Aim of the exercise:
Every line that contains the word "pinky" should be copied from the records below.

____________________

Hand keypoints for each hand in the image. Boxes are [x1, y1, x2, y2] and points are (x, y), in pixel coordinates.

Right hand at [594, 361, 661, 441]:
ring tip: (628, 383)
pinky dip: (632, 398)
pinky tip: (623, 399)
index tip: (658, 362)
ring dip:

____________________

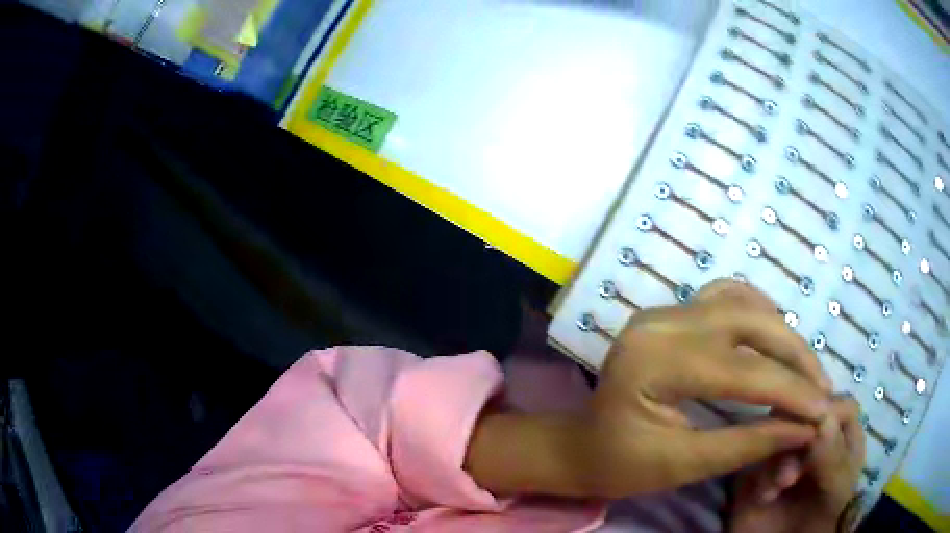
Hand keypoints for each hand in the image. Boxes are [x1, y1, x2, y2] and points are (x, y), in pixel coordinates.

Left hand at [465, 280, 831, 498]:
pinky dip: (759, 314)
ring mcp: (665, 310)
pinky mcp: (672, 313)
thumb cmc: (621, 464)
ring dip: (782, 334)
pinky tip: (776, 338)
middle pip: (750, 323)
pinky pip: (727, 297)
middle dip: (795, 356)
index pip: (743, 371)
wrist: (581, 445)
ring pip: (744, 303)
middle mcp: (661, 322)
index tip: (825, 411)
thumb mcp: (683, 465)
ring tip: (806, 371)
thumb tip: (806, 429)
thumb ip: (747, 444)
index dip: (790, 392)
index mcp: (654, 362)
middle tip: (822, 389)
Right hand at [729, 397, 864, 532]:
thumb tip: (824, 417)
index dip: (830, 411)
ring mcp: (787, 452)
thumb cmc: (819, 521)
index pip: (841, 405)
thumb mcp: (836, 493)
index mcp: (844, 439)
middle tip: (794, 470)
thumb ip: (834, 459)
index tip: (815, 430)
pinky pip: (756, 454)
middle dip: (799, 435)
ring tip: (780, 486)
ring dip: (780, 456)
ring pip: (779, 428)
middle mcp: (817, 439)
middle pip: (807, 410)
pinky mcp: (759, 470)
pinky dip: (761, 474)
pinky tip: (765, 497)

____________________

Response for this exercise:
pinky dip: (632, 398)
pinky tip: (623, 399)
pinky dip: (759, 314)
pinky mcp: (672, 313)
pinky tip: (776, 338)
pinky pip: (727, 297)
pinky pip: (756, 454)
pinky mcp: (759, 470)
pinky dip: (761, 474)
pinky tip: (765, 497)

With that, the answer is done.